Among his other works were a standard Danish hymn book, a guide for vicars to help eradicate superstition and reduce devotion to Catholic relics among the peasantry, a four volume history of the Danish church, and a collection of epitaphs transcribed from tombstones.
Of particular interest, at least to me, is that Pontoppidan is one of the earliest sources for our knowledge of that ferocious sea monster, the kraken. In the Natural History of Norway he gives an extensive description of the beast and makes a number of claims, including that the kraken is so enormous it is sometimes mistaken for an island, and that the greatest danger to sailors comes not from the creature itself but from the mighty whirlpool it leaves in its wake. Not that the kraken does not have great destructive power, as Pontoppidan writes “It is said that if [the creature's arms] were to lay hold of the largest man-of-war, they would pull it down to the bottom”. The image of the kraken dragging a ship down to the bottom of the sea is startlingly similar to the image, in the Explanations, of the soul-murderer dragging the infected victim down into sin. One wonders what tormented phantasms were going on inside Pontoppidan's head, surrounded by that pompom of snow-white hair and the crisp white ruff.
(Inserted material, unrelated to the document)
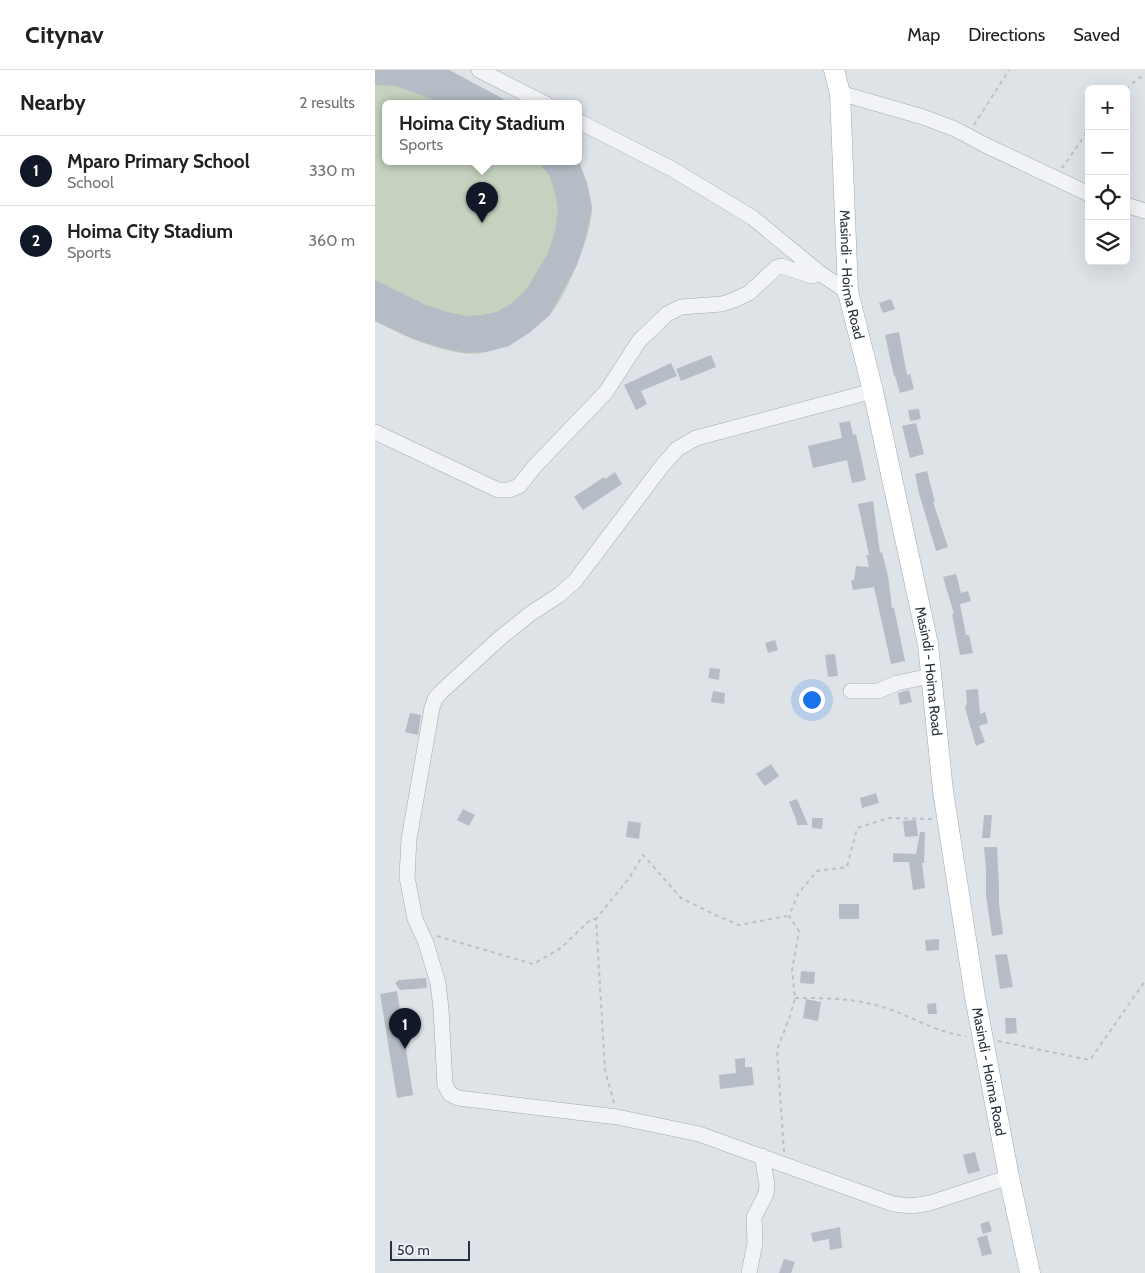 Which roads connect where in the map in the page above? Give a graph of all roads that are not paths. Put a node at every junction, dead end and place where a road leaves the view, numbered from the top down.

[This piece is nowhere near one thousand words in length, but I think it best to end there, when I have nothing more to say, than to expand it needlessly by chuntering on. I could copy out bits of Pontoppidanery from the Wikipedia and from the 1911 Encyclopaedia Britannica and from the 1914 New Schaff-Herzog Encyclopaedia Of Religious Knowledge (Third Edition). I could point out that, weirdly, Erik Pontoppidan has his own Facecloth page, which is “liked” by a total of six people. (I am toying with the idea of becoming the seventh.) But, short of immersing myself in certain of the texts, I think I have learned enough, and told you enough, about Pontoppidan for the time being. It is interesting to me that, just a few hours ago, I had never heard of him, and a stray reference led me to find out that little which I have found out. Now, when next I am at an elegant and sophisticated cocktail party, leaning insouciantly against a mantelpiece in my Tyrolean jacket similar to that worn by Christopher Plummer in The Sound Of Music, and the conversation turns, as it so often does, to the subject of the kraken, I shall be able to pipe up with a learned reference to Erik Pontoppidan. Having grabbed the attention of the gathering, I can then dazzle my listeners with abstruse points of Scandinavian theology and amusing anecdotes of eighteenth century peasant life in Norway. I might even throw in a couple of Danish tombstone epitaphs for added entertainment, by which time every single person at the cocktail party will be hanging on my every word. There is every possibility that, at this point, the cry will go up, from one voice or from many, to “please, please tell us what Erik Pontoppidan looked like, Mr Key!” “Well, those of you foregathered and rapt,” I will reply, “If you have ever seen a poodle, or a white pompom, and imagine either of those in human form, then you can summon in your mind's eye a portrait of our man.” At which point I might sashay away from the mantelpiece and pay a visit to the bathroom, wherein I shall liberally entalc my hair and head and collar, and then reappear among the party guests, a striking tableau vivant of Erik Pontoppidan. It will then remain for me to select a victim, murder their soul, infect it, and drag them down into sin, in such a way that redemption is precluded—if, of course, it is that kind of cocktail party.]